Selected volatiles (C > 4) and all identified metabolites were related to sensory attributes of dry-cured leg using PLS analysis to explore the chemical drivers of flavour properties (odour and taste). No validated PLS model was obtained (RMSE = 0.51, R² = n.a.), and this may indicate limitations by the small sample size for prediction of sensory attributes. However, fitted models revealed (p = 0.021) that the variation in odour and taste profile selected many of the variables measured, thus, supported a complexity of chemistry behind the flavour.

In regards to studied texture attributes of dry-cured leg from lamb fed different finishing diets (Figure 1B), SD dry-cured leg showed a significantly lower scores for bite through (p = 0.007) compared with CD and PD. The CD dry-cured leg had significantly higher tenderness (p = 0.007) and softness (p = 0.014) compared with SD and PD. The results obtained for tenderness could be related with up-regulation of free amino acids in CD and SD dry-cured leg as shown in Table 6. However, no differences (p > 0.05) was found for juiciness, hardness, and dryness.

4. Conclusions

The results obtained in this study indicate great potential of seaweed inclusion in finishing lamb diet to enrich raw meat and dry-cured product with iodine and to stabilize the selenium content. In further studies will be necessary to optimize the inclusion level of seaweed and period of finishing feeding for lamb and sheep. The proposed models for evaluation of the interaction among flavour-related compounds and sensory attributes should be tested on greater number of samples. Understanding the effect of finishing diet on flavour profile of the dry-cured product is a key step in further improvement of its flavour quality.

Author Contributions

Conceptualization, V.G., E.C.-B., A.K., B.E.; Data curation, V.G., E.C.-B., E.H.; Formal analysis, V.G., E.C.-B., E.H., A.K., B.E.; Funding acquisition, E.F., M.Ø., P.B.; Methodology, V.G., B.E.; Project administration, E.F., M.Ø., P.B.; Resources, M.Ø., P.B., B.E.; Supervision, E.F., P.B., B.E.; Visualization, V.G., T.T.H., B.E.; Writing—original draft, V.G., E.C.-B.; Writing—review & editing, E.C.-B., E.F., E.H., T.T.H., M.Ø., P.B., B.E. All authors have read and agreed to the published version of the manuscript.

Funding

This work was supported by INIA for financing the doctorate studies of Elena Coll Brasas CPD2015-0054 (FPI2015-0023), Foods of Norway, Center for Research-based Innovation (Research Council of Norway; grant 237841), IPN Mapping aroma challenges in Norwegian lamb and sheep meat, originating from the animal’s microbiota (Fondet for forskningsavgift på landbruksprodukter, no. 121395) projects, and CERCA Programme from Generalitat de Catalunya.

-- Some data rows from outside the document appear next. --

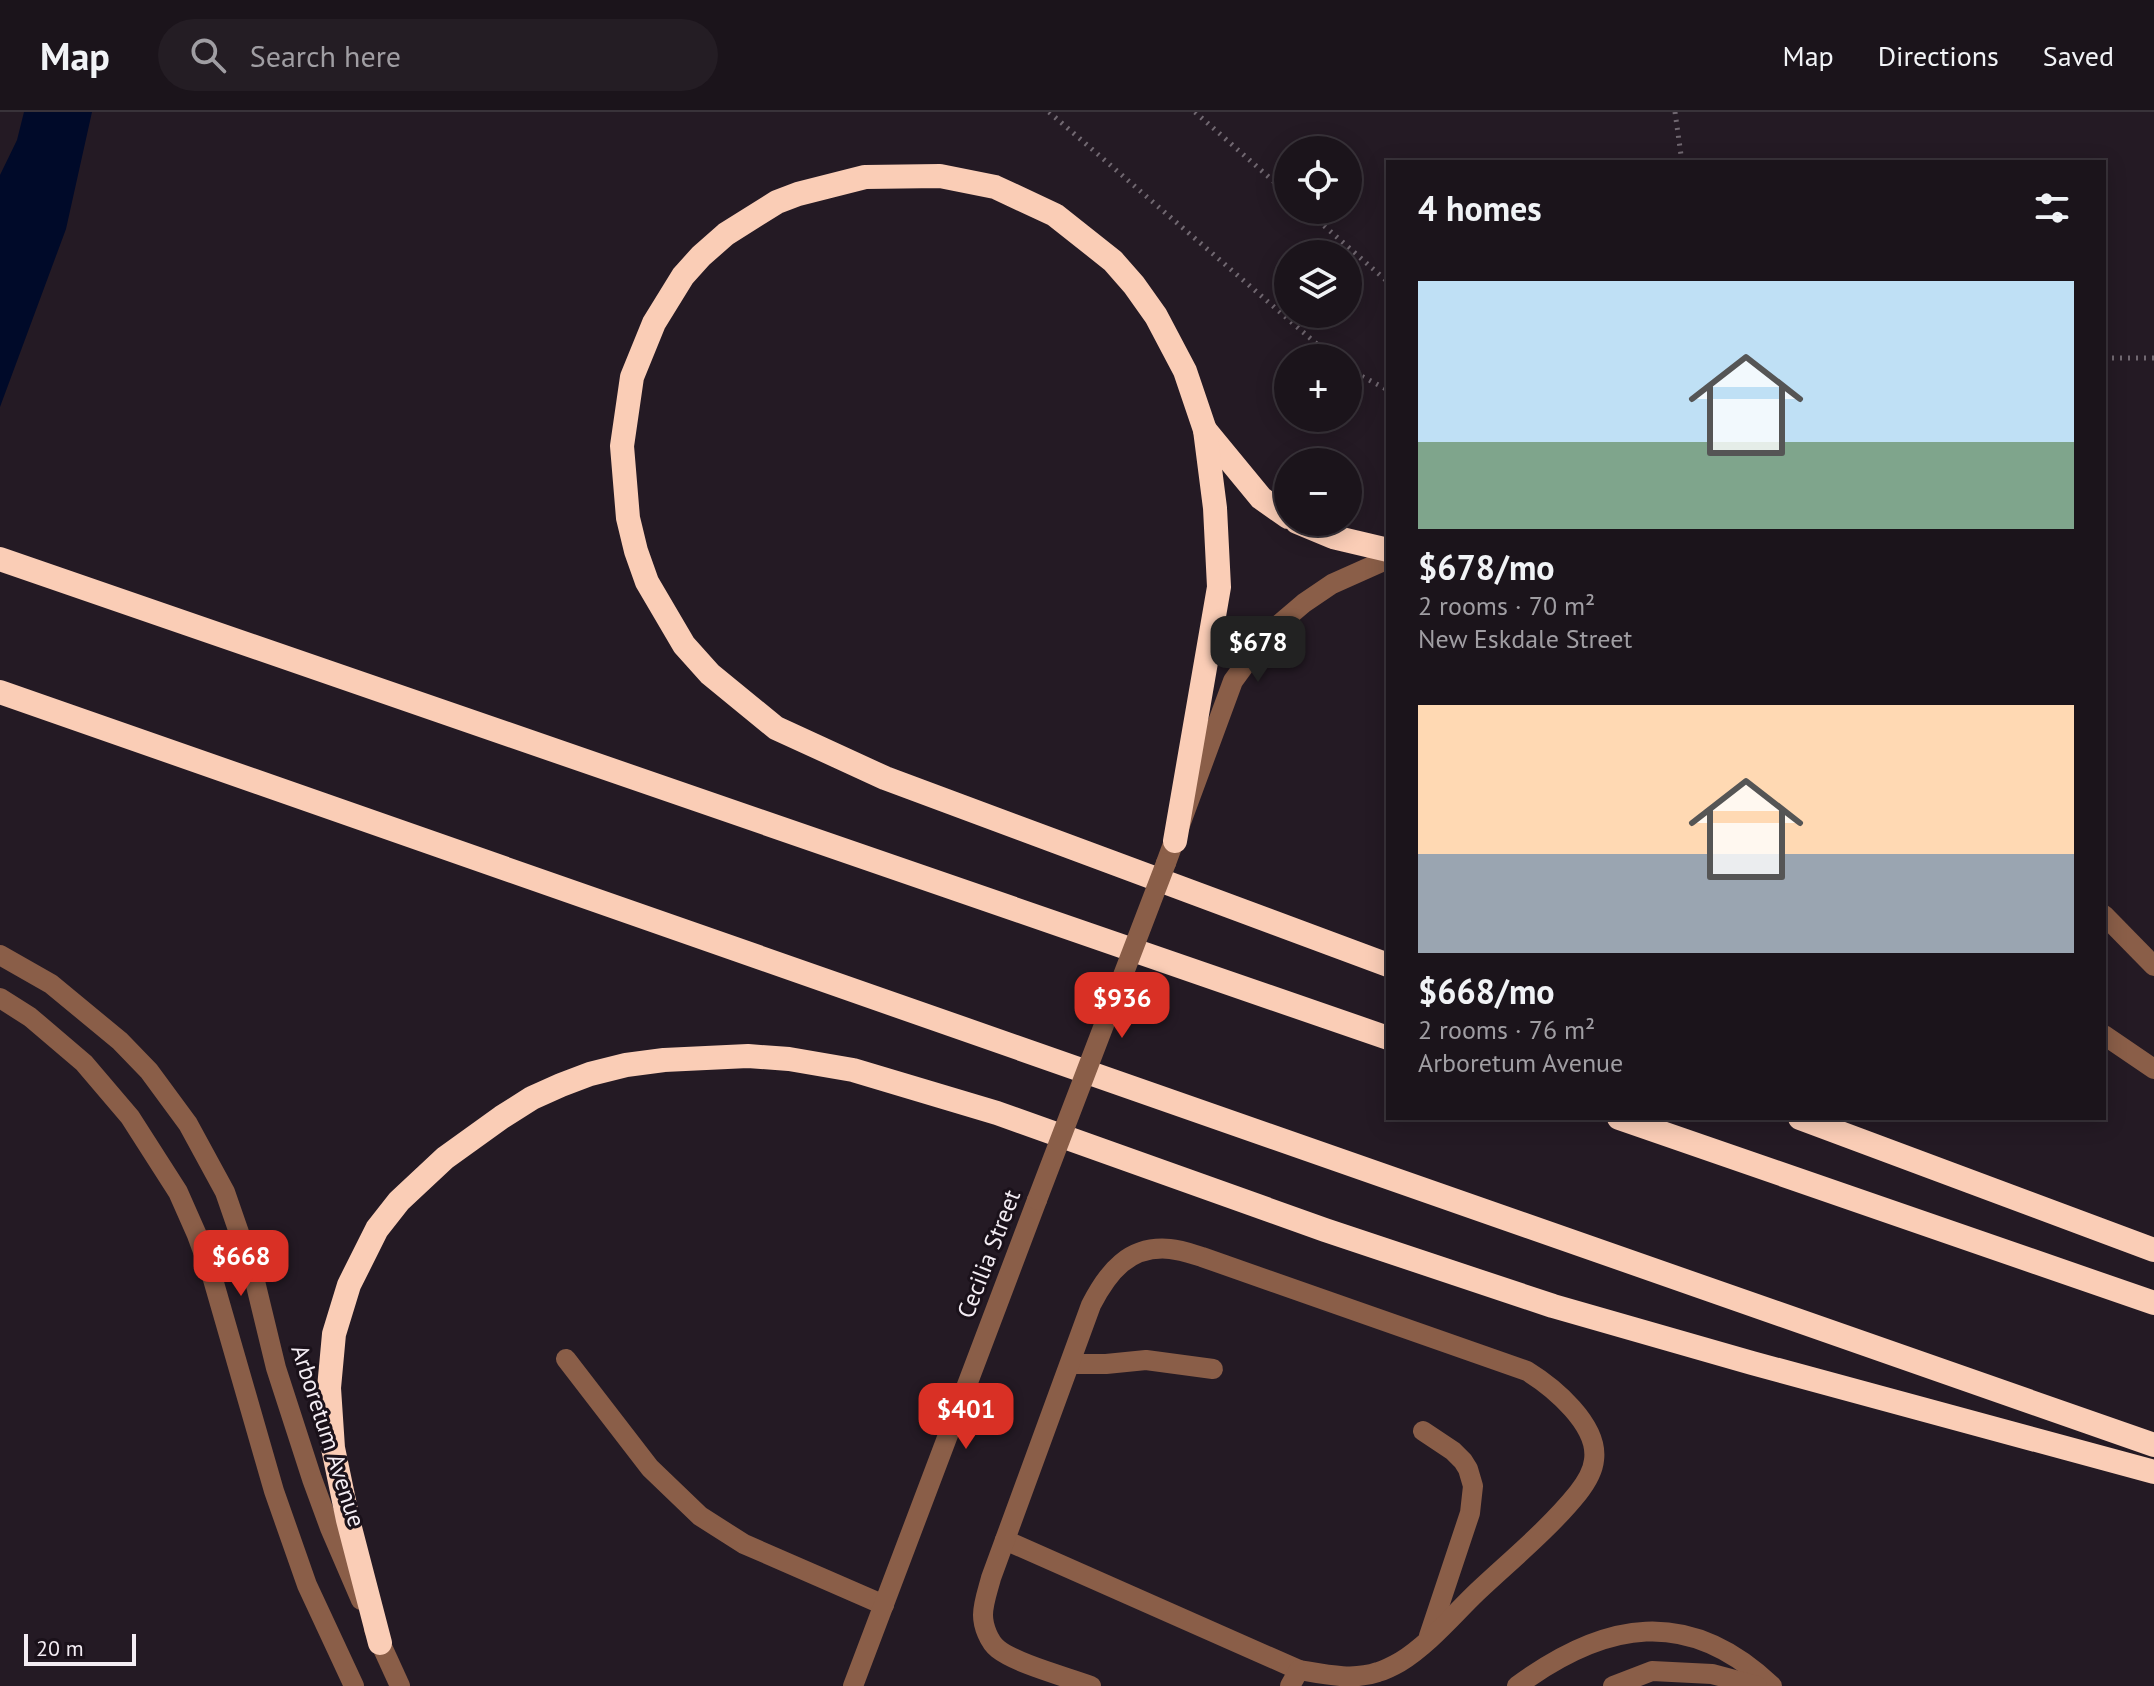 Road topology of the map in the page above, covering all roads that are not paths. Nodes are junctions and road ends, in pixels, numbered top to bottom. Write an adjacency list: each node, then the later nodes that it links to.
1 (1205, 430): 2 (highway); 8 (highway); 11 (highway)
2 (1274, 507)
3 (1331, 536): 4 (highway)
4 (1386, 550)
5 (0, 559): 15 (highway)
6 (1386, 560): 8 (street, Cecilia Street)
7 (0, 692): 25 (highway)
8 (1170, 852): 28 (street, Cecilia Street, bridge)
9 (2106, 917): 12 (street)
10 (0, 955): 30 (street, Arboretum Avenue)
11 (1386, 964)
12 (2154, 966)
13 (0, 998): 32 (street)
14 (2106, 1036): 16 (street)
15 (1386, 1037)
16 (2154, 1069)
17 (1625, 1120): 20 (highway)
18 (1805, 1120): 19 (highway)
19 (2154, 1250)
20 (2154, 1303)
21 (566, 1359): 28 (street)
22 (1071, 1364): 23 (street); 27 (street); 29 (street)
23 (1213, 1369)
24 (1423, 1431): 29 (street)
25 (2154, 1445)
26 (2154, 1472): 30 (highway)
27 (1005, 1540): 31 (street); 35 (street)
28 (884, 1605): 34 (street, Cecilia Street)
29 (1427, 1640): 31 (street)
30 (380, 1643): 33 (street, Arboretum Avenue)
31 (1294, 1678)
32 (354, 1686)
33 (400, 1686)
34 (853, 1686)
35 (1091, 1686)
36 (1517, 1686): 39 (street)
37 (1613, 1686): 38 (street)
38 (1757, 1686)
39 (1772, 1686)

Institutional Review Board Statement

Animal feeding was in agreement with the rules and regulations governing animal experiments in Norway under the surveillance of the Norwegian Food Safety Authority (FOTSID:16406).

Data Availability Statement

Data is contained within the article.

Conflicts of Interest

We hereby declare that authors have no conflict of interest.